#### Aim of the task:
From the material below, tally every line containing "Event"; reply with the total only.

#### Source material:
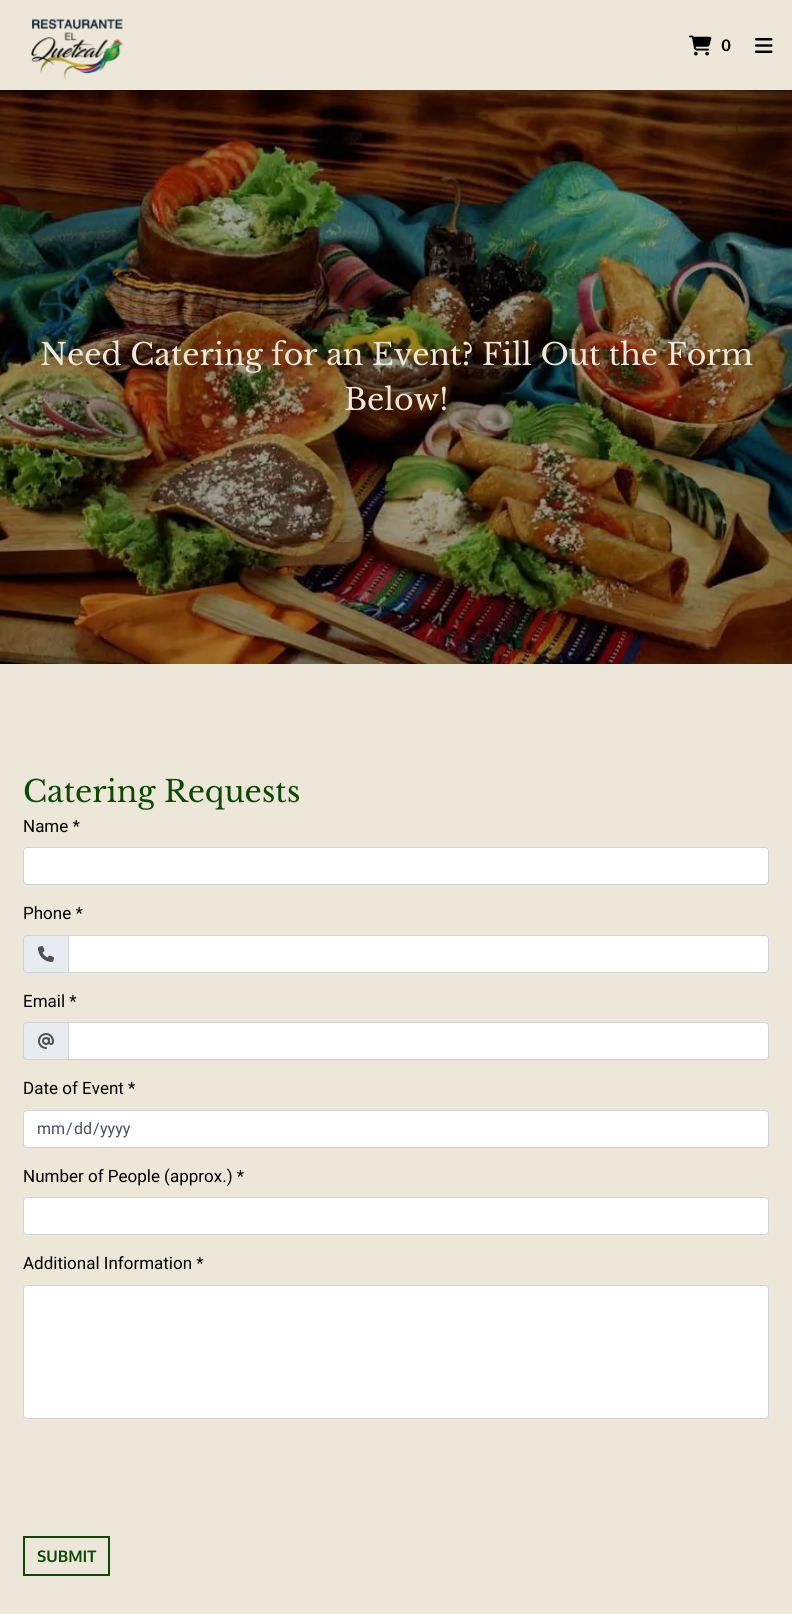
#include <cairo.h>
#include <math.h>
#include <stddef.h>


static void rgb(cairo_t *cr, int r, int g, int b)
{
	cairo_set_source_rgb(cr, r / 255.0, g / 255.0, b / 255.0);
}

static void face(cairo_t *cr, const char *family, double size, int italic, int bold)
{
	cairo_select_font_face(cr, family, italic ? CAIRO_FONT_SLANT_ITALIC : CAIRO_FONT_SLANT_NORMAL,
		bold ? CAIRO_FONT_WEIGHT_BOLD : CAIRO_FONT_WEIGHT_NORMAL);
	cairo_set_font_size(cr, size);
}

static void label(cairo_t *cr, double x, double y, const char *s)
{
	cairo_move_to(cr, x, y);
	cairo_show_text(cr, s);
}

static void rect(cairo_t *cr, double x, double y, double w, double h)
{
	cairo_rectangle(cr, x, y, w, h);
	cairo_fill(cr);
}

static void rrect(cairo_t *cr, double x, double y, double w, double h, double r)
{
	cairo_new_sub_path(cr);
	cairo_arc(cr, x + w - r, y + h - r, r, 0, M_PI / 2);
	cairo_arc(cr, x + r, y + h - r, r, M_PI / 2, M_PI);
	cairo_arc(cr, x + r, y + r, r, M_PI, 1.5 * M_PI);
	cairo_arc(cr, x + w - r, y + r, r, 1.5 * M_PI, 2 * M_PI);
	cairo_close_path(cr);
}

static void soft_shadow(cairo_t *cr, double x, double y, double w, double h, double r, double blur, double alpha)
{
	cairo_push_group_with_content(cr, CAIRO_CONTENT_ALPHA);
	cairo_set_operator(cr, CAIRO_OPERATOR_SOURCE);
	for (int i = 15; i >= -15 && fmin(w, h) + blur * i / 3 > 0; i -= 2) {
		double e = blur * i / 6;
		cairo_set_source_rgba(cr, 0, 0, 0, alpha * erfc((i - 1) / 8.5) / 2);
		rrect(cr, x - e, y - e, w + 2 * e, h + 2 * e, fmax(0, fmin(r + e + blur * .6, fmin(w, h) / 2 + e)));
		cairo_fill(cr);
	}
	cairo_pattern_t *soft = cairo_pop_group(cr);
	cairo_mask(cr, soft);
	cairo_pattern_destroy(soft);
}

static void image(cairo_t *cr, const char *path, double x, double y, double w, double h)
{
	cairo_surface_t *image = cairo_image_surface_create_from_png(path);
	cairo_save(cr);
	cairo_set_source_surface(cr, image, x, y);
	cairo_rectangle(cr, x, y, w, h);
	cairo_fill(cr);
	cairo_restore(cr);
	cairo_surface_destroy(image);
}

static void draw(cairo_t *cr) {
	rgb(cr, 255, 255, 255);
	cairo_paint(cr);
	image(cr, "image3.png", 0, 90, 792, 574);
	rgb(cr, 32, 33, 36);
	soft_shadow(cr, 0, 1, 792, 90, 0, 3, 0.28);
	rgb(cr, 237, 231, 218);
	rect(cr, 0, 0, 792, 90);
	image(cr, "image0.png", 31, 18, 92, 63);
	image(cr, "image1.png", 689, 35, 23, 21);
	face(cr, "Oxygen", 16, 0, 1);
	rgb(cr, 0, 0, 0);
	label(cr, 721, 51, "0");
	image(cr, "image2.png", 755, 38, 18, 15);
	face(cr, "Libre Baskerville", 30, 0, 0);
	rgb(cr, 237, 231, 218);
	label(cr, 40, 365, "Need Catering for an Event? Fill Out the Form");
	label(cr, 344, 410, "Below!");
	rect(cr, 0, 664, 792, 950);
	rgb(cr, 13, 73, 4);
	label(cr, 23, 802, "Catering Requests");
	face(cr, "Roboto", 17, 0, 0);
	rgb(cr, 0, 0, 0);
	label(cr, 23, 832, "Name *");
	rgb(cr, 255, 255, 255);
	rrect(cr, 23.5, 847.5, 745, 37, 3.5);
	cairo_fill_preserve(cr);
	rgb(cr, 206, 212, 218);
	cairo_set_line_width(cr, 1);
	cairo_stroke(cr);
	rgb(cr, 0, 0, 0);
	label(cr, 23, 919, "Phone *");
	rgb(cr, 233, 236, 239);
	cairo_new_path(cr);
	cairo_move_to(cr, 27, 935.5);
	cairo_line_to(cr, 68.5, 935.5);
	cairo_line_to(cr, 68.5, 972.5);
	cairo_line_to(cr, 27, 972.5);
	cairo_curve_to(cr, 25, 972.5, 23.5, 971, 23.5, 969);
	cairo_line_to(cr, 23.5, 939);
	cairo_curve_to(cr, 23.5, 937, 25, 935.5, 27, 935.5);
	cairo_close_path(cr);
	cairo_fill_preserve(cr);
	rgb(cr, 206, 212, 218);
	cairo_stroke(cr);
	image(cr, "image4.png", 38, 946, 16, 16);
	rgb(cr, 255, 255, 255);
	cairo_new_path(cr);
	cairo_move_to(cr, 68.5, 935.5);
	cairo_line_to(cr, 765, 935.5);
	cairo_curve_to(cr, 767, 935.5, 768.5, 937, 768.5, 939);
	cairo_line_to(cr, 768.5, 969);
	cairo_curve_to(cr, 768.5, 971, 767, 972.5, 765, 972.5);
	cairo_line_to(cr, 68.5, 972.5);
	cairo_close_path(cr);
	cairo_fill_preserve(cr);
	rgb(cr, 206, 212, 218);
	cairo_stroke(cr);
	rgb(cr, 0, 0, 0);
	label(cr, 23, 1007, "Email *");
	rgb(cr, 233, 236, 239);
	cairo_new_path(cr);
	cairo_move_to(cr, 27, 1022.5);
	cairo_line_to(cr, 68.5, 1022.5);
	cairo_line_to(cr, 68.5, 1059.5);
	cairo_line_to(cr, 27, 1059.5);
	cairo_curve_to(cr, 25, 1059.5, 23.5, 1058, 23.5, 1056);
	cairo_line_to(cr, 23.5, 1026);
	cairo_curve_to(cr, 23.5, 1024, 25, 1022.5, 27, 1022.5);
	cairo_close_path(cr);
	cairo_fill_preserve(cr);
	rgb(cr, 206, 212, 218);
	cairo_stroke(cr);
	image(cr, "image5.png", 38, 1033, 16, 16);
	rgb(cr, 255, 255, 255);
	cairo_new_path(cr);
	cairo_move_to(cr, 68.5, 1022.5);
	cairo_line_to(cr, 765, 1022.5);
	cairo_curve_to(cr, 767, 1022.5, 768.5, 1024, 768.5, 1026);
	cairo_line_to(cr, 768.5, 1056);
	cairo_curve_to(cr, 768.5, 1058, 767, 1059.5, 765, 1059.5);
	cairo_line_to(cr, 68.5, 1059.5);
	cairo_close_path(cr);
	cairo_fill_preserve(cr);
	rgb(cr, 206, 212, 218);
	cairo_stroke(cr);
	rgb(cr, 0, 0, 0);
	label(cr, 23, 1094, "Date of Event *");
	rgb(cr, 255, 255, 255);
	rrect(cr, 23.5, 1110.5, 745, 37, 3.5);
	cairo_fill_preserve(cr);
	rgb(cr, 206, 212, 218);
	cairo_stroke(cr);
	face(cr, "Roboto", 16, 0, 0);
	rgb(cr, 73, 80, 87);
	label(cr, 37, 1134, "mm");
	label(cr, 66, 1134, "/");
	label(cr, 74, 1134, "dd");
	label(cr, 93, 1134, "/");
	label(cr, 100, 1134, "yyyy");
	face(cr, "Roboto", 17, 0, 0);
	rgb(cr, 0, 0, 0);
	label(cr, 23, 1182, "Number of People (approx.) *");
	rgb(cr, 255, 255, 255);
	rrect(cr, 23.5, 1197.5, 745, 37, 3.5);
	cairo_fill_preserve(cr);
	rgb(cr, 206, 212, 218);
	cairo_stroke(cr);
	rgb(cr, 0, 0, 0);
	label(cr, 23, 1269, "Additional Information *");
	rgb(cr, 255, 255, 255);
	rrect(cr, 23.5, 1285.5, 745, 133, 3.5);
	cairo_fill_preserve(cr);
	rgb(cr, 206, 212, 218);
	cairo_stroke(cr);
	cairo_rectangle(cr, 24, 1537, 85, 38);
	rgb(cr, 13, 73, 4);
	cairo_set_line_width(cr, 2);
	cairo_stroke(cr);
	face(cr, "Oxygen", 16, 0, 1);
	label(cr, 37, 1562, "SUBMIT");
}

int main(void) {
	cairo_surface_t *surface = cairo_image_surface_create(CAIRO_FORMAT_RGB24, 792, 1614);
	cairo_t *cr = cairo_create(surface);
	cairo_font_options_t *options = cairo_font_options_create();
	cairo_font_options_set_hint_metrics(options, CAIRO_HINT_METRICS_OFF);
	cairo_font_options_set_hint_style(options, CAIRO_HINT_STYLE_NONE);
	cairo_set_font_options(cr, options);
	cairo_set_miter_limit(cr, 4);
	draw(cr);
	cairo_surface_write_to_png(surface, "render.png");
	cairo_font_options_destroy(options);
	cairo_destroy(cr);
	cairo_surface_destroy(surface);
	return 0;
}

#### Task result:
2